====== INFORMATION GIVEN
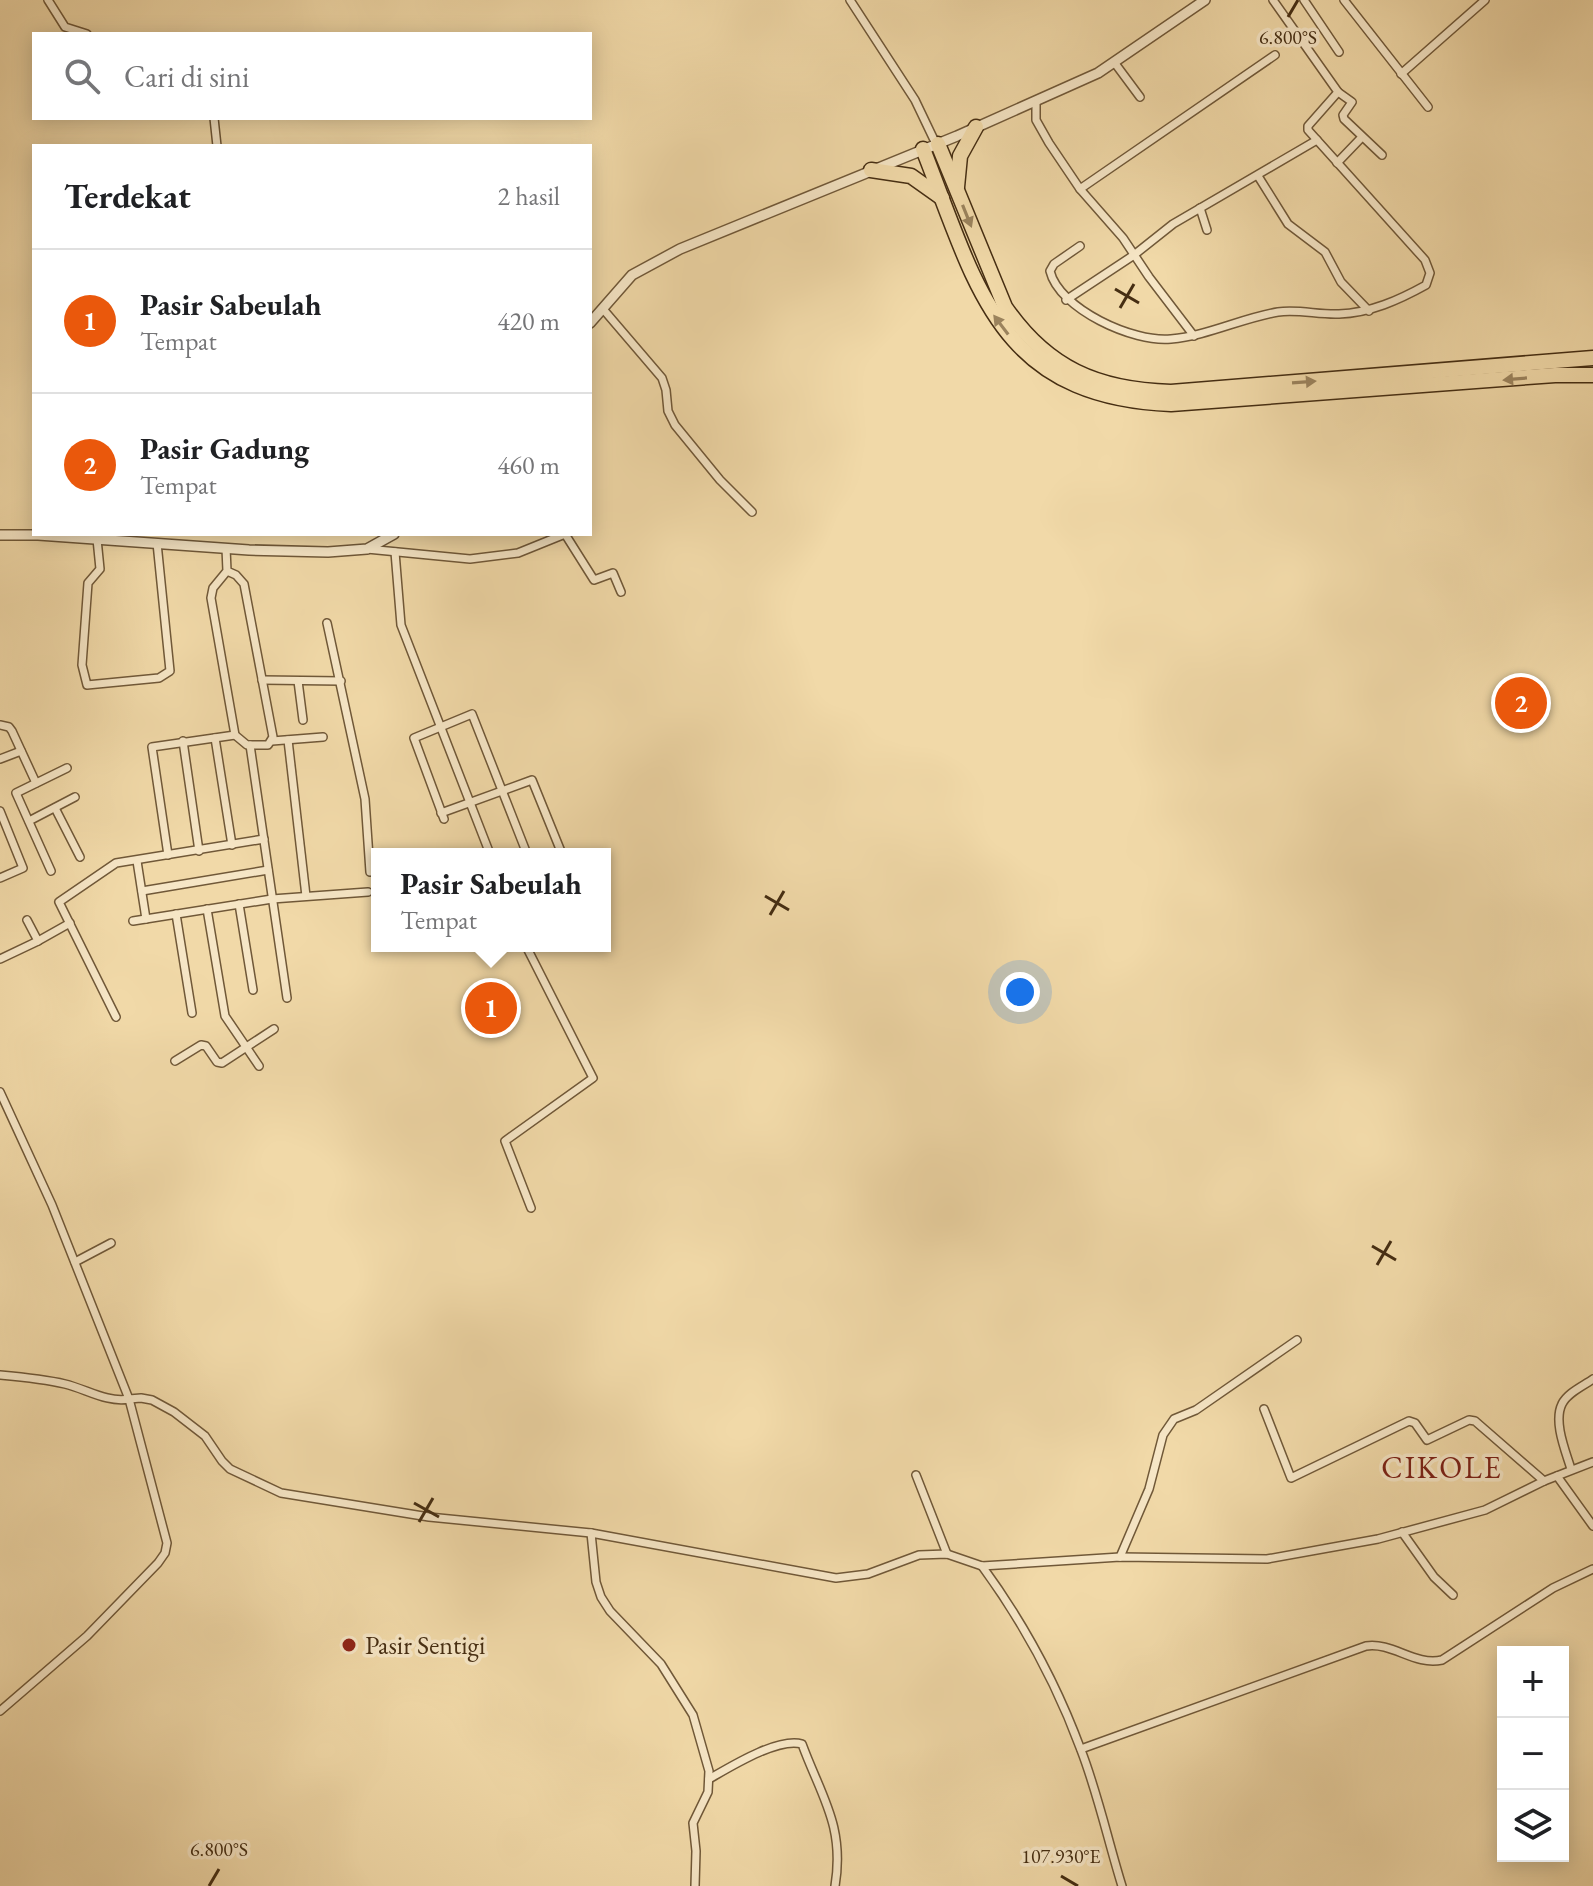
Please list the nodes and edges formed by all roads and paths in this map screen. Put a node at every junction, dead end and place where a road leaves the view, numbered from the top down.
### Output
1 (48, 0) edge
2 (850, 0) edge
3 (1205, 0) edge
4 (1273, 0) edge
5 (1304, 0) edge
6 (1344, 0) edge
7 (1485, 0) edge
8 (81, 32) edge
9 (1339, 52) dead end
10 (1275, 55) dead end
11 (1114, 62) junction
12 (1401, 74) junction
13 (1338, 92) junction
14 (1140, 97) dead end
15 (1036, 101) junction
16 (1428, 107) dead end
17 (214, 120) edge
18 (976, 127) junction
19 (1362, 137) junction
20 (1317, 140) junction
21 (217, 144) edge
22 (933, 146) junction
23 (1382, 155) dead end
24 (1337, 163) junction
25 (871, 170) junction
26 (1258, 176) junction
27 (1080, 189) junction
28 (956, 190) junction
29 (942, 198) junction
30 (1200, 208) junction
31 (1207, 230) dead end
32 (1080, 246) dead end
33 (1134, 255) junction
34 (1066, 300) junction
35 (603, 309) junction
36 (1369, 311) junction
37 (592, 321) edge
38 (1194, 336) junction
39 (1593, 356) edge
40 (1555, 368) junction
41 (1593, 374) edge
42 (752, 512) dead end
43 (0, 535) edge
44 (390, 536) edge
45 (560, 536) edge
46 (566, 536) edge
47 (97, 539) junction
48 (157, 543) junction
49 (226, 548) junction
50 (367, 549) junction
51 (395, 552) junction
52 (227, 571) junction
53 (621, 592) dead end
54 (327, 623) dead end
55 (262, 680) junction
56 (298, 681) junction
57 (341, 681) junction
58 (303, 720) dead end
59 (0, 725) edge
60 (442, 726) junction
61 (235, 735) junction
62 (323, 737) dead end
63 (215, 738) junction
64 (288, 740) junction
65 (183, 741) junction
66 (272, 741) junction
67 (250, 745) junction
68 (21, 751) junction
69 (0, 759) edge
70 (67, 768) dead end
71 (36, 783) junction
72 (502, 791) junction
73 (75, 797) dead end
74 (471, 802) junction
75 (55, 808) junction
76 (0, 811) edge
77 (29, 821) junction
78 (10, 835) junction
79 (264, 839) junction
80 (0, 840) edge
81 (232, 845) junction
82 (488, 848) edge
83 (525, 848) edge
84 (560, 848) edge
85 (199, 851) junction
86 (168, 855) junction
87 (80, 857) dead end
88 (137, 861) junction
89 (268, 870) junction
90 (51, 871) dead end
91 (370, 872) dead end
92 (0, 878) edge
93 (142, 891) junction
94 (368, 892) dead end
95 (306, 896) junction
96 (272, 899) junction
97 (239, 904) junction
98 (207, 909) junction
99 (176, 914) junction
100 (146, 919) junction
101 (27, 920) dead end
102 (133, 921) dead end
103 (70, 923) junction
104 (38, 941) junction
105 (529, 952) edge
106 (0, 959) edge
107 (253, 990) dead end
108 (287, 998) dead end
109 (192, 1013) dead end
110 (116, 1017) dead end
111 (274, 1029) dead end
112 (246, 1047) junction
113 (175, 1061) dead end
114 (259, 1066) dead end
115 (0, 1092) edge
116 (531, 1208) dead end
117 (111, 1243) dead end
118 (75, 1262) junction
119 (1297, 1340) dead end
120 (0, 1375) edge
121 (1593, 1379) edge
122 (129, 1399) junction
123 (1264, 1409) dead end
124 (1593, 1462) edge
125 (1571, 1469) junction
126 (916, 1475) dead end
127 (1557, 1476) junction
128 (1544, 1481) junction
129 (1593, 1526) edge
130 (1402, 1532) junction
131 (591, 1533) junction
132 (947, 1554) junction
133 (1120, 1557) junction
134 (982, 1566) junction
135 (1593, 1569) edge
136 (1453, 1595) dead end
137 (0, 1711) edge
138 (1081, 1749) junction
139 (709, 1779) junction
140 (695, 1886) edge
141 (835, 1886) edge
142 (1122, 1886) edge

1 - 8 street
2 - 22 street
3 - 11 street
4 - 13 street
5 - 9 street
6 - 12 street
7 - 12 street
10 - 27 street
11 - 14 street
11 - 15 street
12 - 16 street
13 - 19 street
13 - 20 street
15 - 18 street
15 - 27 street
17 - 21 street
18 - 22 street
18 - 28 highway
19 - 23 street
19 - 24 street
20 - 24 street
20 - 26 street
22 - 25 street
22 - 28 highway
22 - 29 highway
24 - 36 street
25 - 29 highway
25 - 35 street
26 - 30 street
26 - 36 street
27 - 33 street
28 -> 40 highway
40 -> 29 highway
30 - 31 street
30 - 33 street
32 - 34 street
33 - 34 street
33 - 38 street
34 - 38 street
35 - 37 street
35 - 42 street
36 - 38 street
39 - 40 highway
40 - 41 highway
43 - 47 street
44 - 50 street
45 - 51 street
46 - 53 street
47 - 48 street
47 - 48 street
48 - 49 street
49 - 50 street
49 - 52 street
50 - 51 street
51 - 60 street
52 - 55 street
52 - 61 street
54 - 57 street
55 - 56 street
55 - 66 street
56 - 57 street
56 - 58 street
57 - 91 street
59 - 68 street
60 - 72 street
60 - 74 street
60 - 74 street
61 - 63 street
61 - 67 street
62 - 64 street
63 - 65 street
63 - 81 street
64 - 66 street
64 - 95 street
65 - 85 street
65 - 86 street
66 - 67 street
67 - 79 street
68 - 69 street
68 - 71 street
70 - 71 street
71 - 77 street
72 - 74 street
72 - 83 street
72 - 84 street
73 - 75 street
74 - 82 street
75 - 77 street
75 - 87 street
76 - 78 street
77 - 90 street
78 - 80 street
78 - 92 street
79 - 81 street
79 - 89 street
81 - 85 street
85 - 86 street
86 - 88 street
88 - 93 street
88 - 103 street
89 - 93 street
89 - 96 street
93 - 100 street
94 - 95 street
95 - 96 street
96 - 97 street
96 - 108 street
97 - 98 street
97 - 107 street
98 - 99 street
98 - 112 street
99 - 100 street
99 - 109 street
100 - 102 street
101 - 104 street
103 - 104 street
103 - 110 street
104 - 106 street
105 - 116 street
111 - 112 street
112 - 113 street
112 - 114 street
115 - 118 street
117 - 118 street
118 - 122 street
119 - 133 street
120 - 122 street
121 - 125 street
122 - 131 street
122 - 137 street
123 - 128 street
124 - 125 street
125 - 127 street
126 - 132 street
127 - 128 street
127 - 129 street
128 - 130 street
130 - 133 street
130 - 136 street
131 - 132 street
131 - 139 street
132 - 134 street
133 - 134 street
134 - 138 street
135 - 138 street
138 - 142 street
139 - 140 street
139 - 141 street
============
» EXERCISE OBJECTIVE:
The answer is every line in the data where the word "highway" appears.

» EXERCISE ANSWER:
18 - 28 highway
22 - 28 highway
22 - 29 highway
25 - 29 highway
28 -> 40 highway
40 -> 29 highway
39 - 40 highway
40 - 41 highway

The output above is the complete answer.